Would you copy the lines below exactly and omit the images?
[Provided information — start]
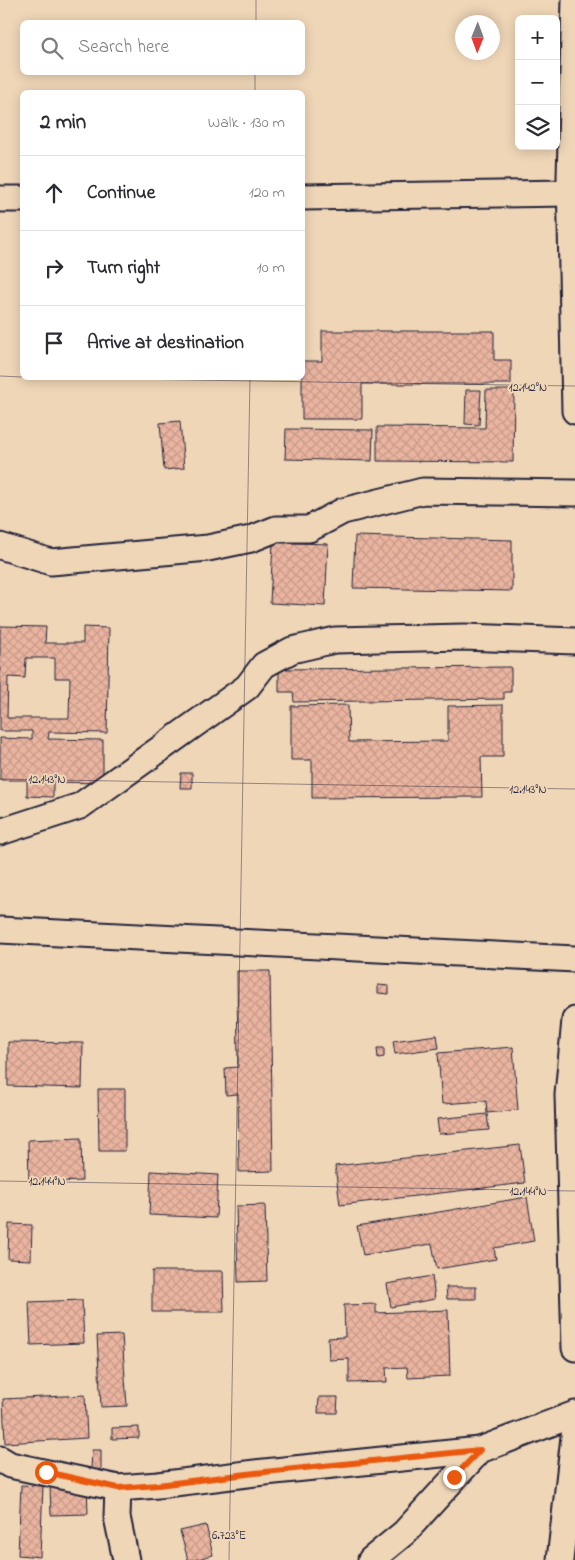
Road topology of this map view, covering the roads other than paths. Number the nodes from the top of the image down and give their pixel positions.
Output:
1 (575, 0) edge
2 (574, 58) edge
3 (570, 193) junction
4 (305, 197) edge
5 (0, 199) edge
6 (20, 199) edge
7 (575, 411) edge
8 (575, 493) edge
9 (0, 546) edge
10 (575, 641) edge
11 (0, 832) edge
12 (0, 930) edge
13 (575, 959) edge
14 (575, 1020) edge
15 (575, 1348) edge
16 (575, 1414) edge
17 (575, 1428) edge
18 (480, 1450) junction
19 (0, 1459) edge
20 (118, 1488) junction
21 (126, 1560) edge
22 (371, 1560) edge
23 (560, 1560) edge

1 - 2 street
2 - 3 street
3 - 4 street
3 - 7 street
5 - 6 street
8 - 9 street
10 - 11 street
12 - 13 street
14 - 15 street
16 - 18 street
17 - 23 street
18 - 20 street
18 - 22 street
19 - 20 street
20 - 21 street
[Provided information — finish]
Exercise response »
Road topology of this map view, covering the roads other than paths. Number the nodes from the top of the image down and give their pixel positions.
Output:
1 (575, 0) edge
2 (574, 58) edge
3 (570, 193) junction
4 (305, 197) edge
5 (0, 199) edge
6 (20, 199) edge
7 (575, 411) edge
8 (575, 493) edge
9 (0, 546) edge
10 (575, 641) edge
11 (0, 832) edge
12 (0, 930) edge
13 (575, 959) edge
14 (575, 1020) edge
15 (575, 1348) edge
16 (575, 1414) edge
17 (575, 1428) edge
18 (480, 1450) junction
19 (0, 1459) edge
20 (118, 1488) junction
21 (126, 1560) edge
22 (371, 1560) edge
23 (560, 1560) edge

1 - 2 street
2 - 3 street
3 - 4 street
3 - 7 street
5 - 6 street
8 - 9 street
10 - 11 street
12 - 13 street
14 - 15 street
16 - 18 street
17 - 23 street
18 - 20 street
18 - 22 street
19 - 20 street
20 - 21 street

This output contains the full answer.